#### ENTRIES PROVIDED

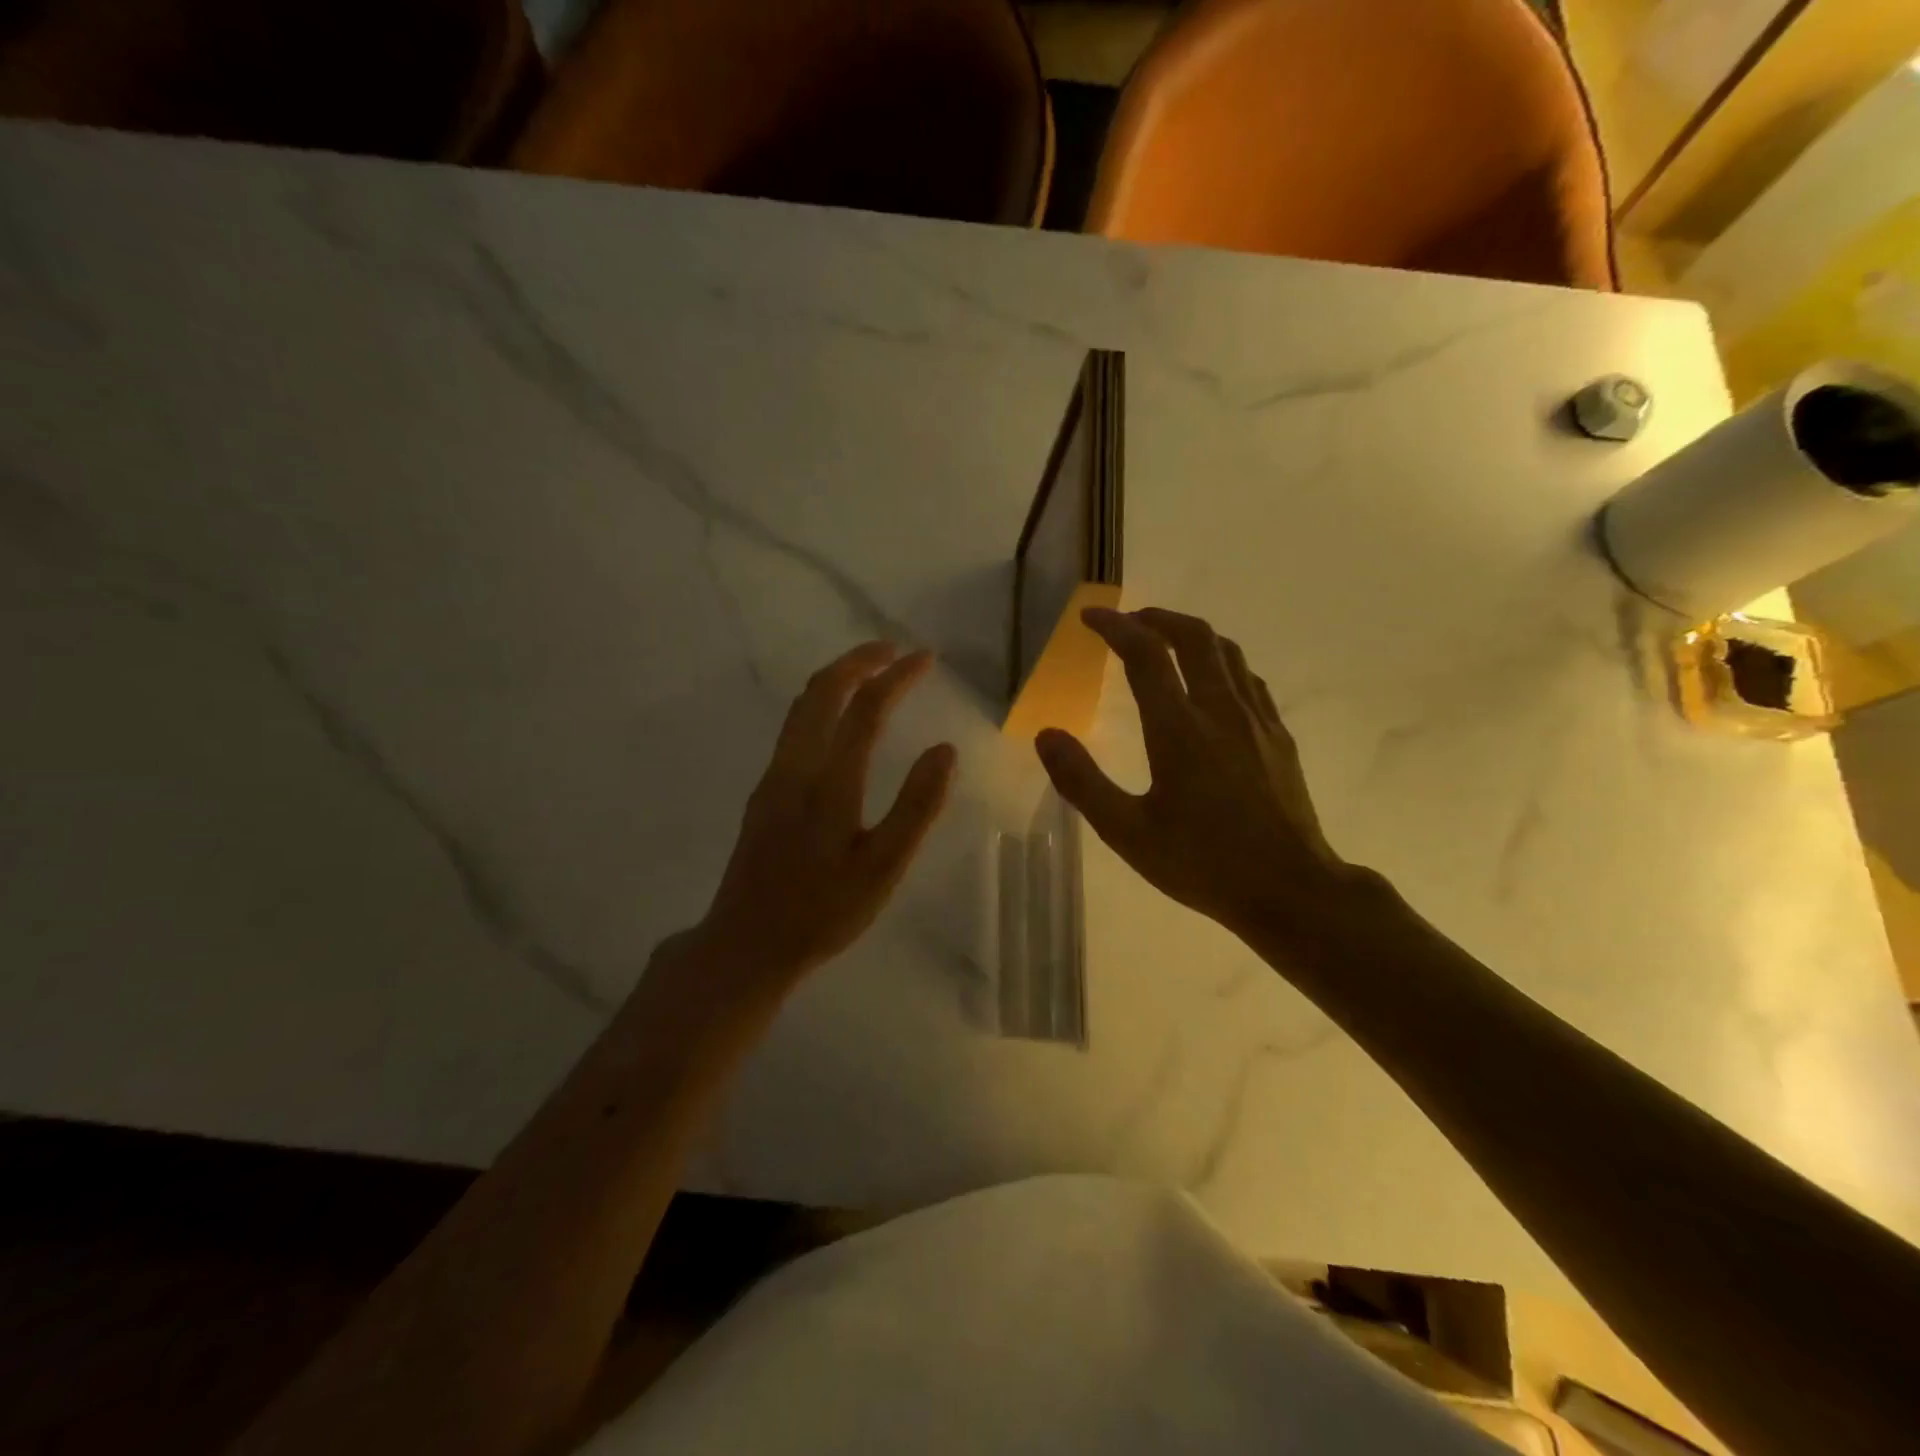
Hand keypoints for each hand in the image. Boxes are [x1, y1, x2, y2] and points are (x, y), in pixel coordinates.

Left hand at [688, 642, 956, 986]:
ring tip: (870, 672)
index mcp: (829, 782)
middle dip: (859, 660)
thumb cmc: (823, 912)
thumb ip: (916, 807)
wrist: (746, 944)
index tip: (925, 658)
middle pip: (822, 691)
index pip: (866, 708)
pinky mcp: (764, 792)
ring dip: (837, 679)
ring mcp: (773, 777)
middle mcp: (795, 766)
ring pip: (801, 707)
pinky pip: (793, 727)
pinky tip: (838, 721)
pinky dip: (821, 703)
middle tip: (894, 650)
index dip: (897, 677)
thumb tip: (945, 750)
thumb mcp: (883, 868)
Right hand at [1035, 607, 1355, 946]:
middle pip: (1194, 637)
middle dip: (1158, 618)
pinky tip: (1212, 684)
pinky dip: (1221, 663)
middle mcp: (1220, 711)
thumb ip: (1082, 782)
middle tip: (1130, 621)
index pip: (1145, 654)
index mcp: (1179, 728)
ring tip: (1166, 641)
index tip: (1090, 617)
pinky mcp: (1279, 737)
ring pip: (1227, 652)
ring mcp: (1257, 721)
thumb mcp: (1128, 832)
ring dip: (1192, 635)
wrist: (1290, 889)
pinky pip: (1248, 679)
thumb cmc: (1203, 863)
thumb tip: (1046, 735)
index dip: (1115, 627)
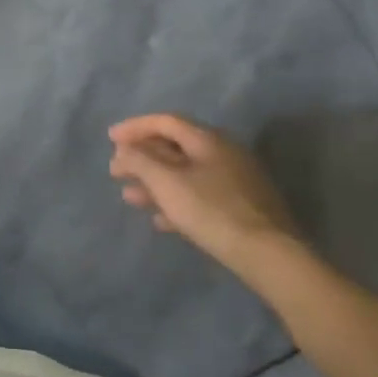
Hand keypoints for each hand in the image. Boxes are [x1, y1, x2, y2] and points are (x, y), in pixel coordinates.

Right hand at [108, 113, 301, 264]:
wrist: (268, 254)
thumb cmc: (211, 210)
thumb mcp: (166, 181)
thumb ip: (139, 160)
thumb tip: (124, 150)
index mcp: (208, 140)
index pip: (165, 122)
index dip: (135, 127)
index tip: (109, 138)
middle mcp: (223, 154)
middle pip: (174, 148)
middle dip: (141, 158)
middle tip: (116, 171)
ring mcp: (235, 182)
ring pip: (185, 174)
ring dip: (154, 182)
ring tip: (130, 197)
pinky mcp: (241, 209)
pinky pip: (199, 197)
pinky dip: (175, 202)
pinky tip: (160, 220)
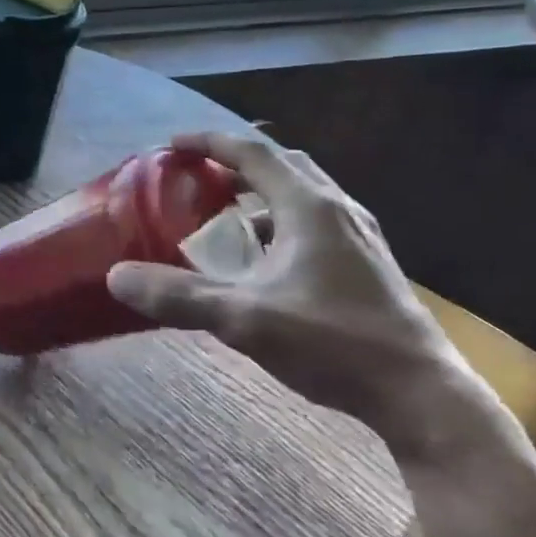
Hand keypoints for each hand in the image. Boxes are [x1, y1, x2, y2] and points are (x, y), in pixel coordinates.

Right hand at [106, 130, 503, 466]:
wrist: (420, 394)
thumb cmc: (333, 343)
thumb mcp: (244, 319)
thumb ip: (178, 296)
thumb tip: (115, 277)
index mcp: (309, 207)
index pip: (253, 152)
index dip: (209, 143)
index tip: (173, 144)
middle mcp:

########

* **ASSIGNED TASK**
For your answer, write out the data exactly and drop every picture.

* **EXERCISE RESULT**
Hand keypoints for each hand in the image. Boxes are [x1, y1, x2, y2] and points are (x, y), in pixel coordinates.

Left hand at [688, 642, 956, 986]:
ring tip: (870, 672)
index mcp: (829, 782)
middle dip: (859, 660)
thumb cmc: (823, 912)
thumb ip: (916, 807)
wrist: (746, 944)
index tip: (925, 658)
middle pip: (822, 691)
index pip: (866, 708)
pinky mcp: (764, 792)
ring dip: (837, 679)
ring mcp: (773, 777)
middle mcp: (795, 766)
ring pip: (801, 707)
pinky pip: (793, 727)
pinky tip: (838, 721)
pinky dip: (821, 703)
middle tip: (894, 650)
index dip: (897, 677)
thumb tip: (945, 750)
thumb mcp: (883, 868)
Right hand at [1035, 607, 1355, 946]:
middle pip: (1194, 637)
middle dip: (1158, 618)
pinky tip: (1212, 684)
pinky dip: (1221, 663)
middle mcp: (1220, 711)
thumb ip: (1082, 782)
middle tip: (1130, 621)
index pip: (1145, 654)
index mcp: (1179, 728)
ring tip: (1166, 641)
index tip: (1090, 617)
pinky mcp: (1279, 737)
ring pip: (1227, 652)
ring mcp: (1257, 721)
thumb mcp: (1128, 832)
ring dip: (1192, 635)
wrist: (1290, 889)
pinky pip: (1248, 679)
thumb cmc: (1203, 863)
thumb tip: (1046, 735)
index dip: (1115, 627)
Hand keypoints for each hand in the image. Boxes are [x1, y1, x2, y2] and points are (x, y), in pixel coordinates.

Right hand at [108, 113, 301, 264]:
wrist: (268, 254)
thumb cmc: (211, 210)
thumb mcp: (166, 181)
thumb ip: (139, 160)
thumb tip: (124, 150)
index mcp: (208, 140)
index pip: (165, 122)
index dip: (135, 127)
index tip: (109, 138)
middle mcp: (223, 154)
middle pip: (174, 148)
middle dip: (141, 158)
middle tip: (116, 171)
ring mcp: (235, 182)
ring pip: (185, 174)
ring dip: (154, 182)
ring tip: (130, 197)
pinky mcp: (241, 209)
pinky pip: (199, 197)
pinky dip: (175, 202)
pinky tip: (160, 220)
Hand keypoints for each hand in the image. Boxes are [x1, y1, x2, y2] and points are (x, y), in pixel coordinates.

Right hand at [106, 130, 503, 466]:
wrist: (420, 394)
thumb cmc: (333, 343)
thumb mcp: (244, 319)
thumb ip: (178, 296)
thumb tip: (115, 277)
index mcp: (309, 207)
index pip: (253, 152)
index dip: (209, 143)
index tip: (173, 144)
middle mcp:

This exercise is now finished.